Start the array.  (The contents of the old will be re-constructed onto the new)

 

There is very little down time. The array is fully available at all times except for the minute or two it takes to assign the replacement disk to the slot being replaced.

 

That feature has been in unRAID since the very beginning. 

Link to comment

Trying to brain out the request, I think it has more to do with the array being unprotected during the data rebuild rather than offline (At least, it isn't offline...so that shouldn't be the request).

 

It does make sense to be able to point at a new drive and say "Use this to replace that" and copy the data over while maintaining the parity to deal with a failure during the rebuild.  Sounds complex to me, but in theory I can see how it could work.

 

 

Link to comment

but during that rebuild time you are not parity protected for as long as it take to rebuilt.  No?

 

Doing it NAS's way means you are only not parity protected for well ... never as best i can tell.  At all times you have at least one valid copy of data drives and one valid copy of parity, all live at one time (live vs. the "old" disk sitting on your desk and needing to be reinstalled)

 

As i said in my first post, sure you do have the "old" drive sitting around just in case but that is not as seemless. If by some unfortunate chance you suffer a drive failure, you have a lot more work to do in order to recover.  With NAS's way, if drive Y fails while creating the copy of drive X onto drive Z then the copy process stops and the array is taken off-line.  You even now have the option of using Z to replace Y without having to dig around your case again and risking cabling issues.

Link to comment

Just for clarity the "risky" way i mentioned in the OP is using parity to rebuild the drive. Even with a 2TB HDD this is many hours of every drive spinning. Yes it is slick but it is inelegant and inherently risky especially when there is a low risk option logically possible.

 

I was thinking if this was broken into two steps clone and replace we also gain the benefit of cloning as well which is useful in itself.

Link to comment

This would be an operation where the drive is "tentatively" added to the array, upon which a 'copy' operation is started in the raid engine, to copy data from the "old" drive to the "new" drive, while also writing data to both the old drive and new drive if writes takes place during the copy operation.  When copy operation finishes, then array config is changed so that new drive takes the place of the old drive, and the old drive is unassigned.  If copy operation fails, or write to new drive fails, the new drive is unassigned from the array.

 

That about describe it?

Link to comment

Sounds about right.

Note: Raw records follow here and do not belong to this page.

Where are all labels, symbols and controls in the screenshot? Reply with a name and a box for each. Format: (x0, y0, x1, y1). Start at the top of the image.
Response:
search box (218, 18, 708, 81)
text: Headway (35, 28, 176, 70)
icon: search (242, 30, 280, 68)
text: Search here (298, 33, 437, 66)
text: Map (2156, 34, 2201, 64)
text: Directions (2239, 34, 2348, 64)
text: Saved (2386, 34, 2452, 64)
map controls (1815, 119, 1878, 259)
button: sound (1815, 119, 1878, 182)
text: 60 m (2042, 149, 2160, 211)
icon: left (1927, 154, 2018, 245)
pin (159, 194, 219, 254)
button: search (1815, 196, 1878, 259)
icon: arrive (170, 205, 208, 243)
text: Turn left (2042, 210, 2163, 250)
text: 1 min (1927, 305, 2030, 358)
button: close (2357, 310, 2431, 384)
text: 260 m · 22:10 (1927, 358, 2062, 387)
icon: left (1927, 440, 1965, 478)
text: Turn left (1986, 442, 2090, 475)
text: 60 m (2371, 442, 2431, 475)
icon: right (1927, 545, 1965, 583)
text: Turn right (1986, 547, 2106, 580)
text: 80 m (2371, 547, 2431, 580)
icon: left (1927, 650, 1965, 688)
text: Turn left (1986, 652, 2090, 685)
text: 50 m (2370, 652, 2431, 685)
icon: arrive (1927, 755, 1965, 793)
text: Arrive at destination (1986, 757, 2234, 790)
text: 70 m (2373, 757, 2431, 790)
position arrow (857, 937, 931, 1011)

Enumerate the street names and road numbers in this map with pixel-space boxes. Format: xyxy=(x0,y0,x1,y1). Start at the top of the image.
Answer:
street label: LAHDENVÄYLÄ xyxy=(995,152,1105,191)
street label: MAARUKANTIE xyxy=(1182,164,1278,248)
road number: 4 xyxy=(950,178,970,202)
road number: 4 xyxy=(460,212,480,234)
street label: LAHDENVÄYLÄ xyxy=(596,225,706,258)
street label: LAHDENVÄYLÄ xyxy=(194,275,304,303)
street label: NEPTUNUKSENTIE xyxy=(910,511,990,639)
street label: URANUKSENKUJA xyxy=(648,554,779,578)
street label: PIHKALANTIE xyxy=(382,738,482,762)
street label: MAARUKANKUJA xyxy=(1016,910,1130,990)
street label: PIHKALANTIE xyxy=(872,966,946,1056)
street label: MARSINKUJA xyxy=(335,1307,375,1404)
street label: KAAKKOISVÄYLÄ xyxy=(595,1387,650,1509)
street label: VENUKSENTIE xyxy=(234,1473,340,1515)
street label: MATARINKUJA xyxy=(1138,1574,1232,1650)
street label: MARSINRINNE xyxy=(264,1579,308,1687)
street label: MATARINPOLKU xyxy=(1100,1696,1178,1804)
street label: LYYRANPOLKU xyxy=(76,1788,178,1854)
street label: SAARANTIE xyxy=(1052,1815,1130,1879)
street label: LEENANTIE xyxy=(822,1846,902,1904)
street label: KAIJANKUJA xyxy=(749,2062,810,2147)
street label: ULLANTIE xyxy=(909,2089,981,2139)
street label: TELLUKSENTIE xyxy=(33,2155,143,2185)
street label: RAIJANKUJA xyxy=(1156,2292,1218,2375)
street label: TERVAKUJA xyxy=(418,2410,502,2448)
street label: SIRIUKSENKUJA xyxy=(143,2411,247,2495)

You would have to copy the old drive data and then zero the rest of the new empty space for this to work. 

 

NAS suggested making the existing data drive read only so you would not have to worry about any writes during this upgrade process.

 

 

Link to comment

So... to take it to the logical conclusion, you would be temporarily creating a RAID1 volume with the old and new drive, rebuilding the new member of the temporary RAID1, and then breaking the RAID1 at the end of a successful build, with the option to have either drive become the permanent member of the full array, depending on any errors reported.

 

You wouldn't have to make any part of the array read only, just make sure all writes happen to both parts of the RAID1.

 

If the new drive has more free space than the original, you could then expand the filesystem, permanently breaking the RAID1 relationship.

 

I personally would LOVE to see the option of a super redundancy setup with the option of keeping the RAID1 enabled on specified volumes. It would enable you to designate a super safe share with double drive failure tolerated, at the cost of a drive slot. The rest of the array would still only tolerate a single drive failure.

Link to comment

I personally would LOVE to see the option of a super redundancy setup with the option of keeping the RAID1 enabled on specified volumes. It would enable you to designate a super safe share with double drive failure tolerated, at the cost of a drive slot. The rest of the array would still only tolerate a single drive failure.

 

:)  I hesitated bringing this up yet as a new feature request since it seemed to get a luke warm reception that last time I asked about it.

 

But yea, the ability to have a share automatically mirrored across more than one drive for extra protection would be a nice middle ground before getting around to double parity for super important irreplaceable data.  Of course for data like that, off-site really is something to be considered.

Link to comment

This would be an operation where the drive is "tentatively" added to the array, upon which a 'copy' operation is started in the raid engine, to copy data from the "old" drive to the "new" drive, while also writing data to both the old drive and new drive if writes takes place during the copy operation.  When copy operation finishes, then array config is changed so that new drive takes the place of the old drive, and the old drive is unassigned.  If copy operation fails, or write to new drive fails, the new drive is unassigned from the array.

 

That about describe it?

 

Absolutely perfect. When old drive is unassigned you still have it just incase as well, while you have a glimise at the logs and browse the new drive. If you wish to repurpose the old drive, assign it to an unused port, it gets formatted and your on your way. If possible and you have the time this would be nice, especially for up sizing a parity drive (say from 2tb to 3tb, or 3tb to 4tb).

 

 

Link to comment

This would be an operation where the drive is "tentatively" added to the array, upon which a 'copy' operation is started in the raid engine, to copy data from the "old" drive to the "new" drive, while also writing data to both the old drive and new drive if writes takes place during the copy operation.  When copy operation finishes, then array config is changed so that new drive takes the place of the old drive, and the old drive is unassigned.  If copy operation fails, or write to new drive fails, the new drive is unassigned from the array.

 

That about describe it?

 

That sounds exactly correct, and stops the RO operation being required making it even more useful.

Link to comment
  • 5 months later...

Replacing a working disk is not as risky as portrayed. The original disk is available if something goes wrong during a rebuild. A copy of the original config directory is also needed and he array can be reverted to it's prior configuration. The failure can then be handled.

 

Instead of maintaining a concurrent duplicate, it seems simpler to automate the backup of the required config files. If a failure occurs during a rebuild then the previous config and set of disks can be restored and the failure condition resolved.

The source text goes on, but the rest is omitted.